▶ [Input data]:
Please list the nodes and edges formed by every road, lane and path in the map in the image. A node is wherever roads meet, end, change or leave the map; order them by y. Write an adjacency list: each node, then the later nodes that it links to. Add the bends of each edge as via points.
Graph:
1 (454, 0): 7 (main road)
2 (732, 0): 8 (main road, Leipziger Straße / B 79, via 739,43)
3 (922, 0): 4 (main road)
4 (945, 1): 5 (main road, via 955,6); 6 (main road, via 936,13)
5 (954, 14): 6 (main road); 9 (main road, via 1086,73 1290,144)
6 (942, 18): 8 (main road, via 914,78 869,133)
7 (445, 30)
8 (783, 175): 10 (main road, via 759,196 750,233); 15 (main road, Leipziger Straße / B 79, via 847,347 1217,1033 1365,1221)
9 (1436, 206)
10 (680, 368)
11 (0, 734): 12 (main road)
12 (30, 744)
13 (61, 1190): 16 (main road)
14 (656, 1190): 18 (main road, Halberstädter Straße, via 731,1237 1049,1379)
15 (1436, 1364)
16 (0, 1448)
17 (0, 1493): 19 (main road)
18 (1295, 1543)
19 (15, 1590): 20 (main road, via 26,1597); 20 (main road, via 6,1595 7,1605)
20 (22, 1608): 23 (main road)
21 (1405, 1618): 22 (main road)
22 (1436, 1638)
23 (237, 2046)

▶ [Problem details]: Without altering a single character, write out every record above.

▶ [Exercise response]:
Please list the nodes and edges formed by every road, lane and path in the map in the image. A node is wherever roads meet, end, change or leave the map; order them by y. Write an adjacency list: each node, then the later nodes that it links to. Add the bends of each edge as via points.
Graph:
1 (454, 0): 7 (main road)
2 (732, 0): 8 (main road, Leipziger Straße / B 79, via 739,43)
3 (922, 0): 4 (main road)
4 (945, 1): 5 (main road, via 955,6); 6 (main road, via 936,13)
5 (954, 14): 6 (main road); 9 (main road, via 1086,73 1290,144)
6 (942, 18): 8 (main road, via 914,78 869,133)
7 (445, 30)
8 (783, 175): 10 (main road, via 759,196 750,233); 15 (main road, Leipziger Straße / B 79, via 847,347 1217,1033 1365,1221)
9 (1436, 206)
10 (680, 368)
11 (0, 734): 12 (main road)
12 (30, 744)
13 (61, 1190): 16 (main road)
14 (656, 1190): 18 (main road, Halberstädter Straße, via 731,1237 1049,1379)
15 (1436, 1364)
16 (0, 1448)
17 (0, 1493): 19 (main road)
18 (1295, 1543)
19 (15, 1590): 20 (main road, via 26,1597); 20 (main road, via 6,1595 7,1605)
20 (22, 1608): 23 (main road)
21 (1405, 1618): 22 (main road)
22 (1436, 1638)
23 (237, 2046)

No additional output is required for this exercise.